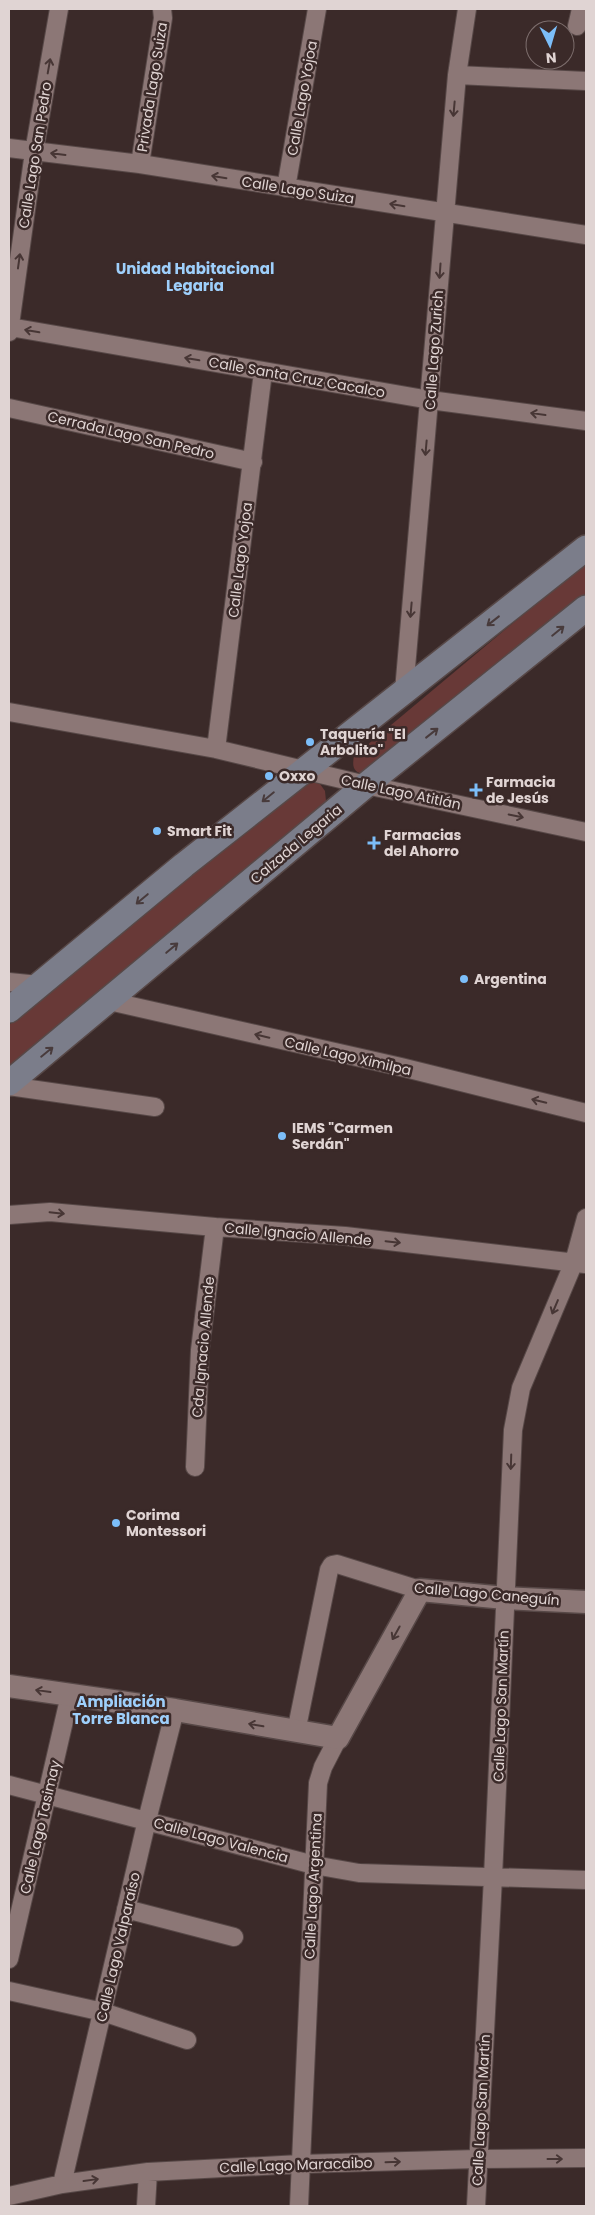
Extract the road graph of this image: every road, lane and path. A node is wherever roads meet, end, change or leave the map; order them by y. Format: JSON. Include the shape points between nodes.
{"nodes":[{"id":1,"x":59,"y":9,"type":"edge"},
{"id":2,"x":162,"y":9,"type":"edge"},
{"id":3,"x":317,"y":9,"type":"edge"},
{"id":4,"x":467,"y":9,"type":"edge"},
{"id":5,"x":581,"y":9,"type":"edge"},
{"id":6,"x":577,"y":26,"type":"dead end"},
{"id":7,"x":457,"y":75,"type":"junction"},
{"id":8,"x":586,"y":82,"type":"edge"},
{"id":9,"x":9,"y":148,"type":"edge"},
{"id":10,"x":34,"y":152,"type":"junction"},
{"id":11,"x":140,"y":164,"type":"junction"},
{"id":12,"x":286,"y":188,"type":"junction"},
{"id":13,"x":445,"y":212,"type":"junction"},
{"id":14,"x":586,"y":235,"type":"edge"},
{"id":15,"x":9,"y":330,"type":"edge"},
{"id":16,"x":263,"y":372,"type":"junction"},
{"id":17,"x":430,"y":400,"type":"junction"},
{"id":18,"x":9,"y":408,"type":"edge"},
{"id":19,"x":586,"y":421,"type":"edge"},
{"id":20,"x":252,"y":462,"type":"junction"},
{"id":21,"x":586,"y":548,"type":"edge"},
{"id":22,"x":586,"y":608,"type":"edge"},
{"id":23,"x":404,"y":691,"type":"junction"},
{"id":24,"x":9,"y":712,"type":"edge"},
{"id":25,"x":216,"y":749,"type":"junction"},
{"id":26,"x":303,"y":769,"type":"junction"},
{"id":27,"x":366,"y":785,"type":"junction"},
{"id":28,"x":586,"y":832,"type":"edge"},
{"id":29,"x":9,"y":982,"type":"edge"},
{"id":30,"x":39,"y":985,"type":"junction"},
{"id":31,"x":109,"y":1001,"type":"junction"},
{"id":32,"x":9,"y":1010,"type":"edge"},
{"id":33,"x":9,"y":1084,"type":"edge"},
{"id":34,"x":155,"y":1107,"type":"dead end"},
{"id":35,"x":586,"y":1113,"type":"edge"},
{"id":36,"x":9,"y":1215,"type":"edge"},
{"id":37,"x":586,"y":1218,"type":"edge"},
{"id":38,"x":215,"y":1227,"type":"junction"},
{"id":39,"x":580,"y":1263,"type":"edge"},
{"id":40,"x":195,"y":1467,"type":"dead end"},
{"id":41,"x":420,"y":1590,"type":"junction"},
{"id":42,"x":505,"y":1598,"type":"junction"},
{"id":43,"x":586,"y":1602,"type":"edge"},
{"id":44,"x":9,"y":1686,"type":"edge"},
{"id":45,"x":70,"y":1695,"type":"junction"},
{"id":46,"x":175,"y":1710,"type":"junction"},
{"id":47,"x":296,"y":1732,"type":"junction"},
{"id":48,"x":338,"y":1738,"type":"junction"},
{"id":49,"x":9,"y":1785,"type":"edge"},
{"id":50,"x":48,"y":1795,"type":"junction"},
{"id":51,"x":147,"y":1820,"type":"junction"},
{"id":52,"x":314,"y":1864,"type":"junction"},
{"id":53,"x":494,"y":1878,"type":"junction"},
{"id":54,"x":586,"y":1880,"type":"edge"},
{"id":55,"x":126,"y":1908,"type":"junction"},
{"id":56,"x":234,"y":1937,"type":"dead end"},
{"id":57,"x":9,"y":1959,"type":"edge"},
{"id":58,"x":9,"y":1991,"type":"edge"},
{"id":59,"x":104,"y":2012,"type":"junction"},
{"id":60,"x":186,"y":2040,"type":"dead end"},
{"id":61,"x":586,"y":2158,"type":"edge"},
{"id":62,"x":477,"y":2159,"type":"junction"},
{"id":63,"x":300,"y":2164,"type":"junction"},
{"id":64,"x":148,"y":2172,"type":"junction"},
{"id":65,"x":62,"y":2184,"type":"junction"},
{"id":66,"x":9,"y":2196,"type":"edge"},
{"id":67,"x":146,"y":2206,"type":"edge"},
{"id":68,"x":298,"y":2206,"type":"edge"},
{"id":69,"x":476,"y":2206,"type":"edge"}],
"edges":[{"from":10,"to":1,"type":"street","name":"Calle Lago San Pedro","one_way":true},
{"from":2,"to":11,"type":"street","name":"Privada Lago Suiza"},
{"from":3,"to":12,"type":"street","name":"Calle Lago Yojoa"},
{"from":4,"to":7,"type":"street","name":"Calle Lago Zurich"},
{"from":5,"to":6,"type":"street"},
{"from":7,"to":8,"type":"street"},
{"from":7,"to":13,"type":"street","name":"Calle Lago Zurich","one_way":true},
{"from":9,"to":10,"type":"street","name":"Calle Lago Suiza"},
{"from":11,"to":10,"type":"street","name":"Calle Lago Suiza","one_way":true},
{"from":15,"to":10,"type":"street","name":"Calle Lago San Pedro","one_way":true},
{"from":12,"to":11,"type":"street","name":"Calle Lago Suiza","one_way":true},
{"from":13,"to":12,"type":"street","name":"Calle Lago Suiza","one_way":true},
{"from":13,"to":14,"type":"street","name":"Calle Lago Suiza"},
{"from":13,"to":17,"type":"street","name":"Calle Lago Zurich","one_way":true},
{"from":16,"to":15,"type":"street","name":"Calle Santa Cruz Cacalco","one_way":true},
{"from":16,"to":17,"type":"street","name":"Calle Santa Cruz Cacalco"},
{"from":16,"to":20,"type":"street","name":"Calle Lago Yojoa"},
{"from":19,"to":17,"type":"street","name":"Calle Santa Cruz Cacalco","one_way":true},
{"from":17,"to":23,"type":"street","name":"Calle Lago Zurich","one_way":true},
{"from":18,"to":20,"type":"street","name":"Cerrada Lago San Pedro"},
{"from":20,"to":25,"type":"street","name":"Calle Lago Yojoa"},
{"from":21,"to":23,"type":"main road","one_way":true},
{"from":27,"to":22,"type":"main road","name":"Calzada Legaria","one_way":true},
{"from":23,"to":26,"type":"main road"},
{"from":24,"to":25,"type":"street","name":"Calle Lago Atitlán"},
{"from":25,"to":26,"type":"street","name":"Calle Lago Atitlán"},
{"from":26,"to":27,"type":"street","name":"Calle Lago Atitlán"},
{"from":26,"to":30,"type":"main road","one_way":true},
{"from":27,"to":28,"type":"street","name":"Calle Lago Atitlán","one_way":true},
{"from":31,"to":27,"type":"main road","name":"Calzada Legaria","one_way":true},
{"from":29,"to":30,"type":"street"},
{"from":30,"to":32,"type":"main road"},
{"from":33,"to":31,"type":"main road","name":"Calzada Legaria","one_way":true},
{"from":35,"to":31,"type":"street","name":"Calle Lago Ximilpa","one_way":true},
{"from":33,"to":34,"type":"street"},
{"from":36,"to":38,"type":"street","name":"Calle Ignacio Allende","one_way":true,"via":[[50,1212]]},
{"from":37,"to":39,"type":"street","name":"Calle Lago San Martín"},
{"from":38,"to":39,"type":"street","name":"Calle Ignacio Allende","one_way":true,"via":[[345,1236]]},
{"from":38,"to":40,"type":"street","name":"Cda Ignacio Allende","via":[[200,1350]]},
{"from":39,"to":42,"type":"street","name":"Calle Lago San Martín","one_way":true,"via":[[521,1388],[513,1430]]},
{"from":41,"to":42,"type":"street","name":"Calle Lago Caneguín"},
{"from":41,"to":47,"type":"street","name":"Calle Lago Caneguín","via":[[332,1565]]},
{"from":41,"to":48,"type":"street","name":"Calle Lago Argentina","one_way":true},
{"from":42,"to":43,"type":"street","name":"Calle Lago Caneguín"},
{"from":42,"to":53,"type":"street","name":"Calle Lago San Martín"},
{"from":45,"to":44,"type":"street","one_way":true},
{"from":45,"to":46,"type":"street"},
{"from":45,"to":50,"type":"street","name":"Calle Lago Tasimay"},
{"from":47,"to":46,"type":"street","one_way":true},
{"from":46,"to":51,"type":"street","name":"Calle Lago Valparaíso"},
{"from":47,"to":48,"type":"street"},
{"from":48,"to":52,"type":"street","name":"Calle Lago Argentina","via":[[318,1783]]},
{"from":49,"to":50,"type":"street","name":"Calle Lago Valencia"},
{"from":50,"to":51,"type":"street","name":"Calle Lago Valencia"},
{"from":50,"to":57,"type":"street","name":"Calle Lago Tasimay"},
{"from":51,"to":52,"type":"street","name":"Calle Lago Valencia"},
{"from":51,"to":55,"type":"street","name":"Calle Lago Valparaíso"},
{"from":52,"to":53,"type":"street","name":"Calle Lago Valencia","via":[[359,1873]]},
{"from":52,"to":63,"type":"street","name":"Calle Lago Argentina"},
{"from":53,"to":54,"type":"street","name":"Calle Lago Valencia"},
{"from":53,"to":62,"type":"street","name":"Calle Lago San Martín"},
{"from":55,"to":56,"type":"street"},
{"from":55,"to":59,"type":"street","name":"Calle Lago Valparaíso"},
{"from":58,"to":59,"type":"street"},
{"from":59,"to":60,"type":"street"},
{"from":59,"to":65,"type":"street","name":"Calle Lago Valparaíso"},
{"from":62,"to":61,"type":"street","name":"Calle Lago Maracaibo","one_way":true},
{"from":63,"to":62,"type":"street","name":"Calle Lago Maracaibo","one_way":true},
{"from":62,"to":69,"type":"street","name":"Calle Lago San Martín"},
{"from":63,"to":64,"type":"street","name":"Calle Lago Maracaibo"},
{"from":63,"to":68,"type":"street","name":"Calle Lago Argentina"},
{"from":65,"to":64,"type":"street","name":"Calle Lago Maracaibo","one_way":true},
{"from":64,"to":67,"type":"street"},
{"from":65,"to":66,"type":"street","name":"Calle Lago Maracaibo"}]}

——————

Work task: Whenever "Santa" occurs in a line of the entries, copy that line.

Your solution:
{"from":16,"to":15,"type":"street","name":"Calle Santa Cruz Cacalco","one_way":true},
{"from":16,"to":17,"type":"street","name":"Calle Santa Cruz Cacalco"},
{"from":19,"to":17,"type":"street","name":"Calle Santa Cruz Cacalco","one_way":true},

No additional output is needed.